There comes a time when you’ve got to look this fish straight in the eye and then that’s it.
It’s over.
And the river keeps flowing and flowing.
And so Bob goes home.
Bob goes home to his boat that floats on the flowing river.
Bob goes home to the river.
Where Bob fishes for fish.
I go home too.
To be with my son.
I am a father.
My son is a fish.
I like to tell my son stories.
My son likes to hear me tell him these stories.
In each story, there is always some kind of a fish.
In each story, there is a man in the story who is fishing for this fish.
This man, I always call him Bob.
The story always ends the same way, with Bob living happily ever after.
After Bob catches his fish.
What my son always says to this is, What happens next?
What does Bob do after he catches the fish?
That’s the part of the story, I tell my son, that I don’t know what happens next.
What do you think happens to Bob next?
Sometimes I ask my son this.
My son says that he thinks that Bob, after he catches the fish, Bob gets eaten by the fish.
Bob gets eaten by the fish? I say.
I say to my son, Is that a happy ending?
My son reminds me that this is what fish do.
Fish eat, he tells me.
Fish eat other fish.
So in my son’s version of this, Bob gets eaten by the fish that he’s been fishing for.
That fish must be a pretty big fish, I say to my son.
It is, he says.
It’s this big, he says, and he stretches his arms out as far as he can get them to stretch.
It’s as big as the river is, he says.
He says that this fish, it’s as big as from where our house is and it goes up all the way to the moon.
That sounds like it’s bigger than a whale is, is what I say to this.
It is, he says.
It’s a moon-fish.
This fish, my son tells me, it swam all the way down from where the moon is.
That’s some fish, I tell him.
I say, That’s some story.
It gets even better, my son says.
Tell me, I say.
What happens next?
What happens next is this.
This fish, this big moon-fish, it has swum down all the way from where the moon is to eat up all the fish.
To eat up all the fishermen.
It won’t stop, it won’t swim back to the moon, until there’s nothing left for this fish to eat.
So maybe I should stay away from the river, I say, if this fish is going to eat up all of the fish.
It won’t be safe to be fishing the river if this fish is going to eat all of us fishing men up.
And what my son then says to this is that he thinks that might not be such a bad idea.
Three days later, I go out on the river.
Out on the river that night, I see Bob’s boat tied up to its dock, but I don’t see Bob sitting up in Bob’s boat.
I do not, at first, think that something’s gone wrong.
I think to myself that maybe Bob has gone into town to pick up some gas to gas up his boat.
But the river, without Bob sitting on it, there’s something big missing from this picture.
That night, I fish more fish out of the river than I have ever fished out of it before.
And I know why.
I know that the fish that I am fishing out of the river are the fish that would be Bob’s.

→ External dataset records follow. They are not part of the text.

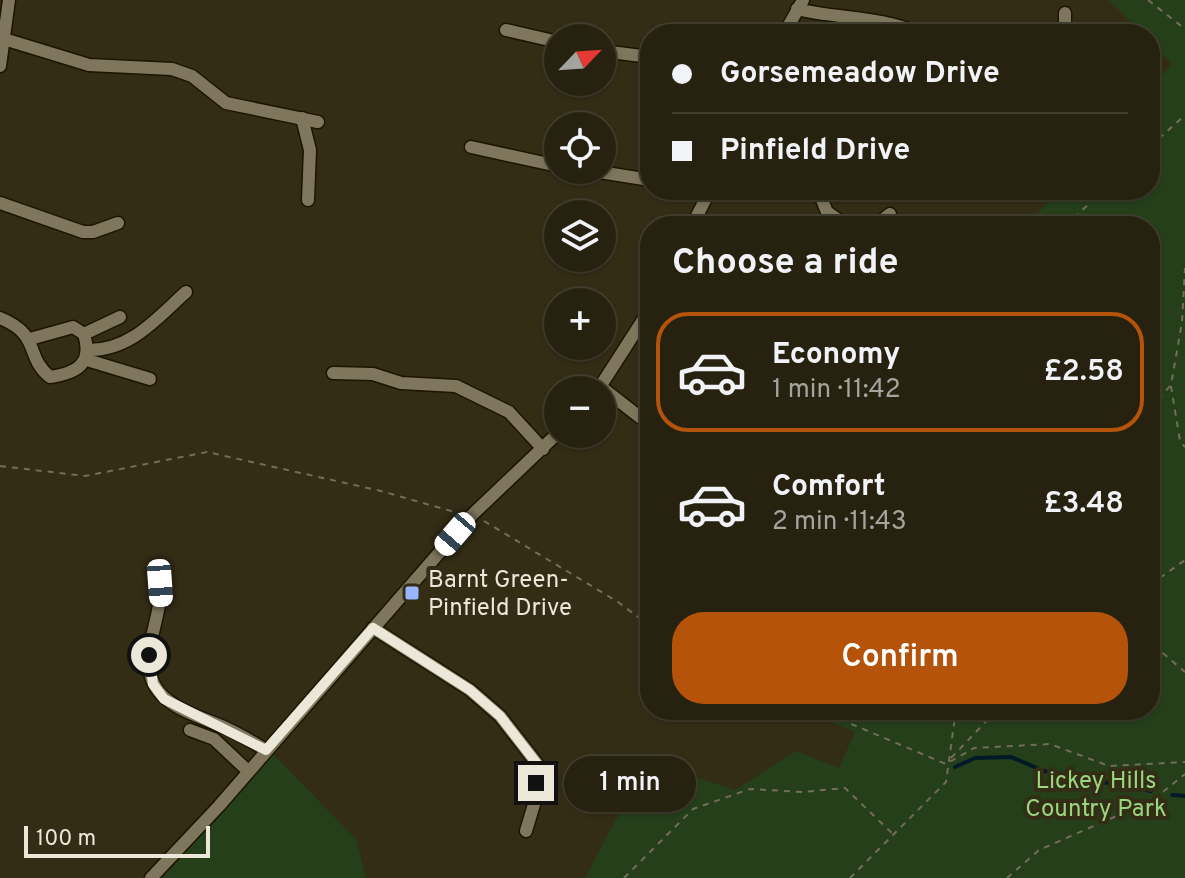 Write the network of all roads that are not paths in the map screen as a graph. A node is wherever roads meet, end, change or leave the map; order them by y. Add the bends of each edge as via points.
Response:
1 (9, 0) edge
2 (800, 4) edge
3 (1065, 13) dead end
4 (789, 24) edge
5 (887, 24) edge
6 (1065, 24) edge
7 (506, 30) dead end
8 (4, 39) junction
9 (544, 39) edge
10 (616, 53) edge
11 (640, 56) edge
12 (0, 66) edge
13 (302, 118) junction
14 (318, 122) dead end
15 (471, 147) dead end
16 (544, 163) edge
17 (616, 175) edge
18 (640, 178) edge
19 (308, 200) dead end
20 (0, 203) edge
21 (890, 214) dead end
22 (888, 216) edge
23 (118, 223) dead end
24 (186, 292) dead end
25 (120, 317) dead end
26 (0, 318) edge
27 (640, 325) edge
28 (84, 334) junction
29 (30, 339) junction
30 (88, 355) junction
31 (333, 373) dead end
32 (608, 376) edge
33 (150, 379) dead end
34 (616, 400) edge
35 (640, 418) edge
36 (543, 449) joint
37 (160, 583) dead end
38 (373, 628) junction
39 (190, 730) dead end
40 (266, 750) junction
41 (248, 771) junction
42 (532, 813) junction
43 (545, 818) dead end
44 (526, 831) dead end
45 (151, 878) edge

1 - 8 street
2 - 4 street
2 - 5 street via 835,18
3 - 6 street
7 - 9 street
8 - 12 street
8 - 13 street via 89,65 172,69 192,76 226,103
10 - 11 street
13 - 14 street
13 - 19 street via 310,142
15 - 16 street
17 - 18 street
20 - 23 street via 83,232
21 - 22 street
24 - 30 street via 142,333
25 - 28 street
26 - 29 street
27 - 32 street
28 - 29 street via 73,327
28 - 30 street
29 - 30 street via 39,368 50,377 66,375
30 - 33 street
31 - 36 street via 373,374 476,393 509,412
34 - 35 street
36 - 38 street via 471,516
37 - 40 street via 162,604 149,655 153,684 181,710
38 - 40 street
38 - 42 street via 470,690 500,716 538,765
39 - 41 street via 214,739
40 - 41 street
41 - 45 street
42 - 43 street
42 - 44 street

But because Bob is not fishing the river, I catch more fish that night — there are so many fish piled up on the bottom of my boat — that it’s hard for me to keep count.
That night, I’m up half the night cleaning fish.
The guts, that night, I don’t bury the guts the way I usually do out back in our backyard garden.
I put the guts into two buckets.
In the morning, I go with these two buckets of guts, down to the river, and I throw the guts in.
I think about Bob and how Bob believes that the guts of the fish, when Bob gives them back to the river, the guts turn back into fish.
I think about my son’s story about the moon-fish that is eating up all of the river’s fish.
I think about the river and what would happen, one day, if the river ran out of fish.
I think about Bob again and what would Bob do if the river one day ran out of fish before Bob fished from the river that one fish that he has for so long been fishing for.
I think about Bob’s boat and the way that it looked last night without Bob in it.